Le débat houleux en France autour des questions relatives
aux signes religieux ostentatoires et l’intervention de l’Etat à travers une
commission ad hoc est un exemple suffisamment illustratif pour montrer que la
loi de 1905 sur la séparation entre l’Eglise et l’Etat est sur le point
d’épuiser sa validité historique, bousculée par les coups de boutoir d’une
société de plus en plus plurielle.
Même dans les grandes démocraties du nord où politique et
religion semblent s’opposer, la différenciation ne semble pas toujours jouer.
En « occident » la politique a visité et revisité la religion pour
plagier ses schèmes les plus puissants. Aussi le penseur Allemand Karl Schmitt
a-t-il raison d’écrire dans Théologie
politique que « tous les
concepts prégnants de la théorie moderne de l’Etat sont des concepts théologiques sécularisés ». Le
concept théologique le plus étrangement usité même par les laïcs les plus
radicaux est la notion de « grâce
présidentielle ». Les juristes
d’aujourd’hui oublient que la notion de grâce
appartient au vocabulaire religieux. La définition de cette notion a
opposé violemment les jansénistes et les jésuites au 18eme siècle (lisez les provinciales de Blaise Pascal). L’idée de grâce présidentielle est l’une
des survivances les plus têtues de la monarchie de droit divin.
Quant à l’islam,
c’est une religion globalisante mais à structure sphérique. En Islam chaque
sphère obéit à une « jurisprudence » spécifique. La politique
est l’une des modalités de l’islam parmi tant d’autres. Mais elle se déploie
dans une sphère qui lui est propre. L’erreur de beaucoup de projets
« islamiques » c’est d’avoir établit un rapport de primauté et de
sujétion entre politique et religion. Or en
Islam religion et politique
entretiennent des relations d’intelligence et non des rapports de primauté. En ce sens religion et politique
se séparent pour ensuite se retrouver sur le terrain des valeurs, de l’éthique
et de la morale. Les « islamiques » gagneraient à revisiter
la notion de globalité qui est leur cheval de bataille.
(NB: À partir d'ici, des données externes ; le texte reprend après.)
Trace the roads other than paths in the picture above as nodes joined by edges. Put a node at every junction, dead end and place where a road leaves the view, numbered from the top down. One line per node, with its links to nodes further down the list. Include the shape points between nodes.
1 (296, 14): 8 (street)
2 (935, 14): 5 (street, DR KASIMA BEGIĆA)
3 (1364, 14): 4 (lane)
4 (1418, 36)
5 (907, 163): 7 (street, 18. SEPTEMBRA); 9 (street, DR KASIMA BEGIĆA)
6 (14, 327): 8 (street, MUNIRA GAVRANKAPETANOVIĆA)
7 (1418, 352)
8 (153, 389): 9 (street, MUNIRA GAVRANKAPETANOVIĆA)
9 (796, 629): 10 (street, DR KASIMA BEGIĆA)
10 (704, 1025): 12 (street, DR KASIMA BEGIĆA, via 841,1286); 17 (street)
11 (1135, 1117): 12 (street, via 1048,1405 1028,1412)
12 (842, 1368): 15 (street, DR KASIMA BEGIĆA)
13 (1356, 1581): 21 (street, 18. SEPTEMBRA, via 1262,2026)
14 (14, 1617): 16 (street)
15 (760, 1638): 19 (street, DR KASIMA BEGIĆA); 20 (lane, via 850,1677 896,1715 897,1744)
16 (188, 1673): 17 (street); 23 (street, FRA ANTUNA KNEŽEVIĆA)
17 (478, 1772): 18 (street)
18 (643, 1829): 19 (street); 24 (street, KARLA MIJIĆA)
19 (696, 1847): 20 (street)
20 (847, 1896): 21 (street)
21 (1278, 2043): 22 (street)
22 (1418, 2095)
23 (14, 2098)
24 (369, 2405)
L’on oublie par ailleurs que les théologies les plus
désastreuses au 20eme siècle(le communisme et le nazisme) sont des « religions »
séculières. Leur monstruosité réside dans l’imposture morale et philosophique
qu’ils ont entretenue c’est à dire créer une société parfaite, un homme
parfait, offrir le paradis à l’homme sur terre, ce qui n’a jamais été le projet
des religions révélées. Voilà la grande « illusion », comme le dit si
bien le grand historien François Furet.
La force et la légitimité des élites résident dans leur
capacité à imaginer de façon récurrente des schèmes de rechange pour rénover
les modèles politiques et religieux vieillissants. Les modèles sociaux les plus
équilibrés trouvent généralement leur force dans la capacité à proposer des
schémas qui peuvent se régénérer. C’est le grand défi des pays musulmans d’une
part et des pays africains de l’autre.